The number of lines containing "main" is the only answer wanted; work it out from the entries below.

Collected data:
• • • •

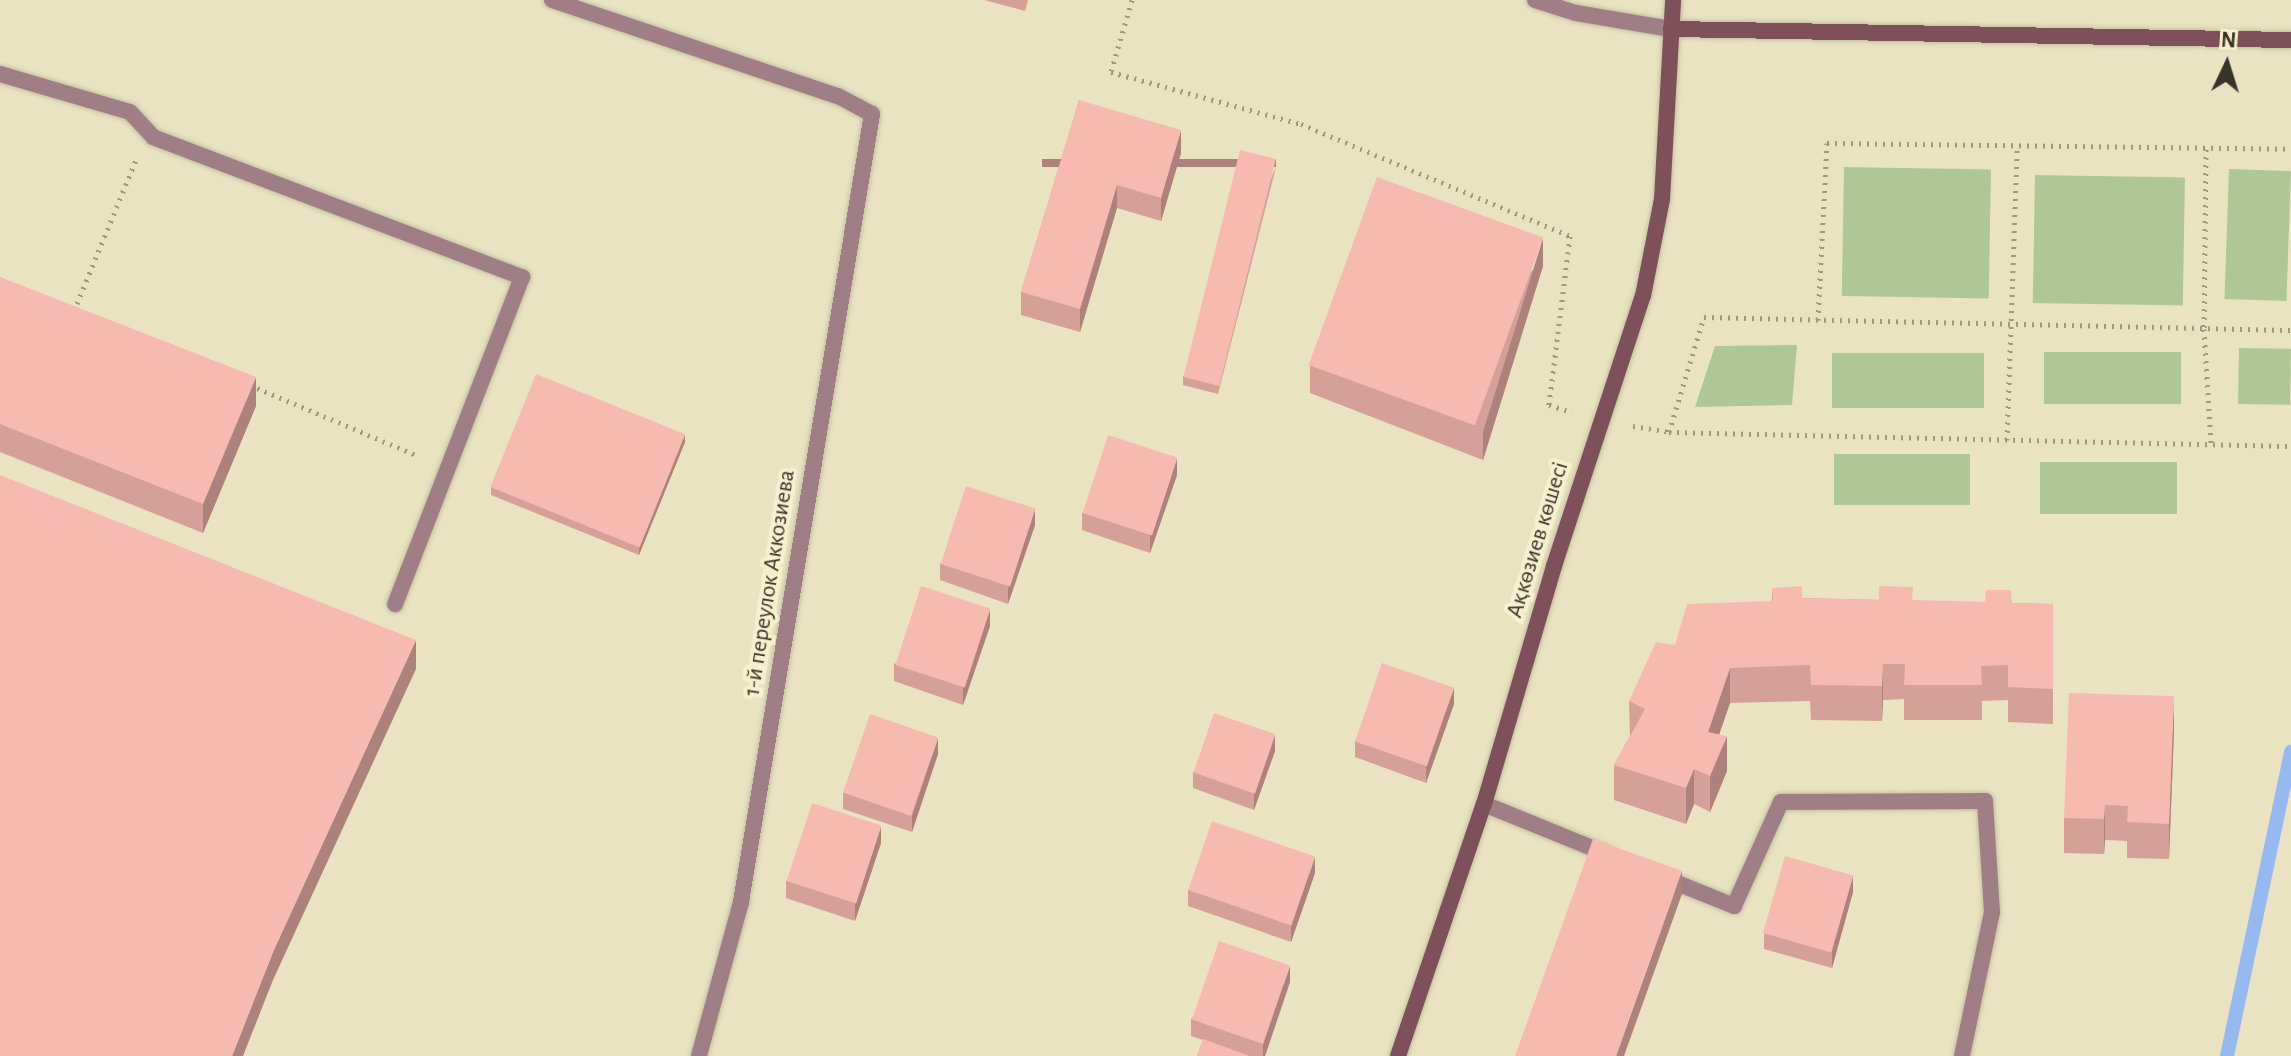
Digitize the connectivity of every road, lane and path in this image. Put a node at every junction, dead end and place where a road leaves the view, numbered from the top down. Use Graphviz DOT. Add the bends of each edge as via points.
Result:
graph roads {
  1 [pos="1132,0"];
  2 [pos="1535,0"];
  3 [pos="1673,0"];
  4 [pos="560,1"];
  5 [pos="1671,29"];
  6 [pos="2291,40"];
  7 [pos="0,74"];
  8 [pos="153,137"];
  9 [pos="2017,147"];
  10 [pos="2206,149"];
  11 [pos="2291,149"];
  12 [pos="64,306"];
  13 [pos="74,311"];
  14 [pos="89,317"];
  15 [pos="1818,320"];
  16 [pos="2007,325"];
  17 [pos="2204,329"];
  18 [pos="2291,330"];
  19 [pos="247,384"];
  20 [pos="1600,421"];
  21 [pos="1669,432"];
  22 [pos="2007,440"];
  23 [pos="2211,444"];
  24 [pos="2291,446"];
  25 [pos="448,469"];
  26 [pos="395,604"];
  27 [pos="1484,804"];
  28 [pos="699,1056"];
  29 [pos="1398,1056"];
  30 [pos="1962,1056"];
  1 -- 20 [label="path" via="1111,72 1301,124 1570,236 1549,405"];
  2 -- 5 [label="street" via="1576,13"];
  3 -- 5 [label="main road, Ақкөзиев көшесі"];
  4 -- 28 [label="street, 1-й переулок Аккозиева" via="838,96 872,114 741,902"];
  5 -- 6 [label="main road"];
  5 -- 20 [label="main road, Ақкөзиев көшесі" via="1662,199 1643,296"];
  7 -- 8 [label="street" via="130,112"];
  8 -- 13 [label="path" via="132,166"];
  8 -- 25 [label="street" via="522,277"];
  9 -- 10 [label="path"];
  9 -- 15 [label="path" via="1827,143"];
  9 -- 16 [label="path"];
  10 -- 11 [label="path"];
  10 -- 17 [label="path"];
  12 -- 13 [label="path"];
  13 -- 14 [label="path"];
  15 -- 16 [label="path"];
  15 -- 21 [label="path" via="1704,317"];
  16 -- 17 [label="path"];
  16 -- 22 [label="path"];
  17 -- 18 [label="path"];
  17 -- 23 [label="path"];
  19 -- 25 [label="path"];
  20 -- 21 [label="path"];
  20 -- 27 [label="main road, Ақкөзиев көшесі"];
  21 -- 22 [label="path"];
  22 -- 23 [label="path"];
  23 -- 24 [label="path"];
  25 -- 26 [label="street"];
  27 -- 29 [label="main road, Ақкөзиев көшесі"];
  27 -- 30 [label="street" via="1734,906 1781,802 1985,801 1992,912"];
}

• • • •

The completed task:
5